Copy every line of the records that includes the word "Bahía".
========================================================================
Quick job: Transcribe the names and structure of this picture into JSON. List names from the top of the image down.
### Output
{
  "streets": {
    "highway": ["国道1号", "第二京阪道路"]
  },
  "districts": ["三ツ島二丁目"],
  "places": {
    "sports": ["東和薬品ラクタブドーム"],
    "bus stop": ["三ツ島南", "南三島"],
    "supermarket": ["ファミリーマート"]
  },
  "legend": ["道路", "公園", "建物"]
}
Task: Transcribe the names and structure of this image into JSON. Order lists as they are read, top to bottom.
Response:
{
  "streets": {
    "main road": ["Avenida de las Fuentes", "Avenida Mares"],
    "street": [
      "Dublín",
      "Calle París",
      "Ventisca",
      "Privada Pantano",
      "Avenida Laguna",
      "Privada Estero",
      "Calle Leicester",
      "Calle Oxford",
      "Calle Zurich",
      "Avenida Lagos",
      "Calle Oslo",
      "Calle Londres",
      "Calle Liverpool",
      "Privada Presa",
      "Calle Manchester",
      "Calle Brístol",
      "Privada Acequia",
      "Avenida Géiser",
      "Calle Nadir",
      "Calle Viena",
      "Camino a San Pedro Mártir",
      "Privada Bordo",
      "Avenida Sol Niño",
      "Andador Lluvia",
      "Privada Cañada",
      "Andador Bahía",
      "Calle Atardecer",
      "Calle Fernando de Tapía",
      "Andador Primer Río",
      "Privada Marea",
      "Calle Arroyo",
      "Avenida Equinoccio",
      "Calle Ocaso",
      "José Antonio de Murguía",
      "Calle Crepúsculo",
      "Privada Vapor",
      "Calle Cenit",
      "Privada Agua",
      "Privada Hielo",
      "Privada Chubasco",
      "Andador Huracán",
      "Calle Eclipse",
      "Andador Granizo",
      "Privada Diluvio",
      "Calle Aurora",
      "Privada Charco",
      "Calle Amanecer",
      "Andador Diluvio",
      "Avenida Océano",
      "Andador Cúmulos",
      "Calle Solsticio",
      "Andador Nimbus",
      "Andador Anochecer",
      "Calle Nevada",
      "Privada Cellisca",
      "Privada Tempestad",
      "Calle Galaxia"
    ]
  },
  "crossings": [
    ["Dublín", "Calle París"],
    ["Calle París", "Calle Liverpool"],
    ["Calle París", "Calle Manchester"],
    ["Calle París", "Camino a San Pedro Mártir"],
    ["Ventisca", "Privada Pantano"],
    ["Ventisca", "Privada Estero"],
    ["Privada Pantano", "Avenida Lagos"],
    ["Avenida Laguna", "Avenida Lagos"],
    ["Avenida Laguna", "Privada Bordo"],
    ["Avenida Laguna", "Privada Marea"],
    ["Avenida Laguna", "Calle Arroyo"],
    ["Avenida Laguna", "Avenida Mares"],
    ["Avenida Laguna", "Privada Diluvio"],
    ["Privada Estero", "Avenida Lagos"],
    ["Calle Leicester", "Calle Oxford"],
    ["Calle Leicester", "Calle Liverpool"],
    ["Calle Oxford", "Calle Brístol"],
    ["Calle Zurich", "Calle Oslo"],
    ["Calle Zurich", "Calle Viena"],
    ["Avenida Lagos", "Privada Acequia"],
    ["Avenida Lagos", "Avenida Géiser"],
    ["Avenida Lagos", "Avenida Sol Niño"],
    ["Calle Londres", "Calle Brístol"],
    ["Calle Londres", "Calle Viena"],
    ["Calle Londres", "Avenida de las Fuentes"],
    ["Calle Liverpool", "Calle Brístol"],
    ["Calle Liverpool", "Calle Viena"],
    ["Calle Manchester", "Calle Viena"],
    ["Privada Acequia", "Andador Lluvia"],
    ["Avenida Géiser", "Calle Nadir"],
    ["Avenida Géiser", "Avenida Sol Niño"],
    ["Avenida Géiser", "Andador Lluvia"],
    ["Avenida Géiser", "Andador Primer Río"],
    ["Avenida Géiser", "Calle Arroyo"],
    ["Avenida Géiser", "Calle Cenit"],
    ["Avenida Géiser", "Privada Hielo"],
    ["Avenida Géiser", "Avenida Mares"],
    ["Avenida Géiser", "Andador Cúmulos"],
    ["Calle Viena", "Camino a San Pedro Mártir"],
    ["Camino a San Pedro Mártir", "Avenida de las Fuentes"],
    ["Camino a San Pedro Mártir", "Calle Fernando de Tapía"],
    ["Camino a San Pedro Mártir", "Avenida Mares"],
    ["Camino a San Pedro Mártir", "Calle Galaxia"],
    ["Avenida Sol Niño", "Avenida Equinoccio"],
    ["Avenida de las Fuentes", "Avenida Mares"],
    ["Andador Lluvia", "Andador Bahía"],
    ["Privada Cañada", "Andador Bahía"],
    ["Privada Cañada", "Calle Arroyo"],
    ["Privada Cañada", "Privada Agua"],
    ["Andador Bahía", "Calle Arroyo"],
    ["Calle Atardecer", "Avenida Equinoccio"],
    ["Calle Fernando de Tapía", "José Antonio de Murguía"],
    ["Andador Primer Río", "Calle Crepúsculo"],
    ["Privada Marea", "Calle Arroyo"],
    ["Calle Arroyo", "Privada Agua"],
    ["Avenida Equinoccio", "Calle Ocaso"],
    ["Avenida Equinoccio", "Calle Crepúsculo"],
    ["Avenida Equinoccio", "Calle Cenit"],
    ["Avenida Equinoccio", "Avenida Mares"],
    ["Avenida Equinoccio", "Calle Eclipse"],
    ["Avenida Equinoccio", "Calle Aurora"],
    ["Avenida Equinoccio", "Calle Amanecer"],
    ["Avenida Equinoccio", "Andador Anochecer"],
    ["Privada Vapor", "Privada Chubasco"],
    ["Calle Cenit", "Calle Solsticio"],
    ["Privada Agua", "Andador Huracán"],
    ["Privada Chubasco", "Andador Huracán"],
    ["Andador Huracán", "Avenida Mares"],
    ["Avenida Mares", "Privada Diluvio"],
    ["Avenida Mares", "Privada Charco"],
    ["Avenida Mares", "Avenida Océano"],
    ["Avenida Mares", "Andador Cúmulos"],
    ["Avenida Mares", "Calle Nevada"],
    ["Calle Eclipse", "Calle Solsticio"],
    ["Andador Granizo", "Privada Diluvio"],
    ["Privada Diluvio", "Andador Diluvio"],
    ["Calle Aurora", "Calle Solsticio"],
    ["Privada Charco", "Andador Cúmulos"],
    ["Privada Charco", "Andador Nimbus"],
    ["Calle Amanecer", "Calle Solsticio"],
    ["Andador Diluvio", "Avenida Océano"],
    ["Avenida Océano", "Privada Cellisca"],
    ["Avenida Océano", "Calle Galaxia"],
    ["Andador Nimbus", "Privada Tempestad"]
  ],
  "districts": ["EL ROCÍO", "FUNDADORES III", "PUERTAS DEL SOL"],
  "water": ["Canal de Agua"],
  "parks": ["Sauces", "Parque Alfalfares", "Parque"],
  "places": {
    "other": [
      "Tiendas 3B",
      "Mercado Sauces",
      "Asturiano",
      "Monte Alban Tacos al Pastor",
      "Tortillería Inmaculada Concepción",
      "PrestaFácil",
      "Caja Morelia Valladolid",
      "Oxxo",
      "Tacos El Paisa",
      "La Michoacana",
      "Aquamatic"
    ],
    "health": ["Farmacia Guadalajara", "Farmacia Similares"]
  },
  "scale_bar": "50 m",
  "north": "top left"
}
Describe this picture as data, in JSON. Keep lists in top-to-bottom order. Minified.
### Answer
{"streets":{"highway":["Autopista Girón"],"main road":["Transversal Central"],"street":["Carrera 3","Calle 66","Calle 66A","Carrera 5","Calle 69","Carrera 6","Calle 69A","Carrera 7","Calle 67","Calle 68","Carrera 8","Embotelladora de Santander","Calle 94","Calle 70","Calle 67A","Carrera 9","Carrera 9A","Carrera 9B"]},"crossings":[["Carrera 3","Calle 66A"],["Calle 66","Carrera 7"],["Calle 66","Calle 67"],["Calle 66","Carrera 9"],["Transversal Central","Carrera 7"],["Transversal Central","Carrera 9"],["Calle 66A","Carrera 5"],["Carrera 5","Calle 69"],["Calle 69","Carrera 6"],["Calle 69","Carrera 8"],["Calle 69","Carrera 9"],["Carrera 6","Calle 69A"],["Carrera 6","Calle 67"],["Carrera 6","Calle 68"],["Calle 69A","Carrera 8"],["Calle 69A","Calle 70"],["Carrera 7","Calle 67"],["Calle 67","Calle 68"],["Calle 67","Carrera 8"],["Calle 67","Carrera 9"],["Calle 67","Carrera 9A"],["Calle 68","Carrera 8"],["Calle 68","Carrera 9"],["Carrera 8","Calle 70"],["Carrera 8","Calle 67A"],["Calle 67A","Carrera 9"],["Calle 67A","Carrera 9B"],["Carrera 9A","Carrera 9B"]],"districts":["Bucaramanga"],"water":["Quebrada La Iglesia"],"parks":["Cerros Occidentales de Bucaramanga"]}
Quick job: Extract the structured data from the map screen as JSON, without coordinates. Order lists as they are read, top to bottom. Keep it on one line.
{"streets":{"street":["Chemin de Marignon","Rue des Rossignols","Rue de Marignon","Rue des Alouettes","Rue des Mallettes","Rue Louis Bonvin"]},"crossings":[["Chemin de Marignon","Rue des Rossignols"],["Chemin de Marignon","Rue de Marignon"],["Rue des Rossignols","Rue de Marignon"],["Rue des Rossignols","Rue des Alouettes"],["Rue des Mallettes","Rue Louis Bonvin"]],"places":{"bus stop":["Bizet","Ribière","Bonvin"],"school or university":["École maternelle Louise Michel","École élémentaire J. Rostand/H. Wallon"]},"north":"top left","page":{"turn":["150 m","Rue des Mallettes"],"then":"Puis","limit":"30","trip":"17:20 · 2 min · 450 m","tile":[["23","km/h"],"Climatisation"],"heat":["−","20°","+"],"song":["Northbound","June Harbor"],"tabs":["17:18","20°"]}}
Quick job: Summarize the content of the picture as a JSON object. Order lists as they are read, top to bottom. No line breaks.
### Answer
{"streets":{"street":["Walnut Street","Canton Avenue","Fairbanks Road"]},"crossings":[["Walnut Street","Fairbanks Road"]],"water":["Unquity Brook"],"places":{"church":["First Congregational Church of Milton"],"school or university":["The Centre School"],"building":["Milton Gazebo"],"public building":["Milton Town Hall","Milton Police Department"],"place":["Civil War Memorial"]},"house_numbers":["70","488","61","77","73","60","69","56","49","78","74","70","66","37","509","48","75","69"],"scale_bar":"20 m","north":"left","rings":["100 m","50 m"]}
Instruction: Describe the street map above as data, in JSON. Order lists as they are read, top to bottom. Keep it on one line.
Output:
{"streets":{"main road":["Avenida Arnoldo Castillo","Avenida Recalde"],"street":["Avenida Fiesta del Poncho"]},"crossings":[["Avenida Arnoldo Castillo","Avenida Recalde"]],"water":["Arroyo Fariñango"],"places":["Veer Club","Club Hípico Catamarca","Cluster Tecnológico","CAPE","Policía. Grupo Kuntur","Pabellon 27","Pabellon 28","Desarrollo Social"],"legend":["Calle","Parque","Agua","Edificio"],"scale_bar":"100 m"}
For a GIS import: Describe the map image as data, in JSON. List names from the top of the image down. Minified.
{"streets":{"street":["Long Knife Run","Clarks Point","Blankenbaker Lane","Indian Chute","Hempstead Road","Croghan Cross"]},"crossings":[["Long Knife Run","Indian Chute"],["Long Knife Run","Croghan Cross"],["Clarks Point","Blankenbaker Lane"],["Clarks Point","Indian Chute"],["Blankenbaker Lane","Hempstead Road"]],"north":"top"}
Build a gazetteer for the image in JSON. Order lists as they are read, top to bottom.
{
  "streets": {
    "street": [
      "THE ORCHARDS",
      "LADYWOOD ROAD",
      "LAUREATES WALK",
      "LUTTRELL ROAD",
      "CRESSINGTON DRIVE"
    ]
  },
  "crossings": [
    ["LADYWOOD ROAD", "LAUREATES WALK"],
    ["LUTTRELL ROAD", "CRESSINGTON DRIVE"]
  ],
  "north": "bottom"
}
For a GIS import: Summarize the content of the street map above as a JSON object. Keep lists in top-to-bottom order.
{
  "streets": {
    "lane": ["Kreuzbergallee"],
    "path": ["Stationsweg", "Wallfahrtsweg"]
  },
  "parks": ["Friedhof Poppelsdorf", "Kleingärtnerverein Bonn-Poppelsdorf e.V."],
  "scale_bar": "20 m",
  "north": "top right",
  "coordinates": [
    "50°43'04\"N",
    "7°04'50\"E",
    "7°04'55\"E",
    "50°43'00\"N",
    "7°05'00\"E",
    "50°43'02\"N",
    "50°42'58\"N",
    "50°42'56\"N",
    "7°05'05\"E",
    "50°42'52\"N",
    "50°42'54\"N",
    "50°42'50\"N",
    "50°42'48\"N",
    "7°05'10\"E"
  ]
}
========================================================================
**ANSWER SPACE:**
      "Andador Bahía",
    ["Andador Lluvia", "Andador Bahía"],
    ["Privada Cañada", "Andador Bahía"],
    ["Andador Bahía", "Calle Arroyo"],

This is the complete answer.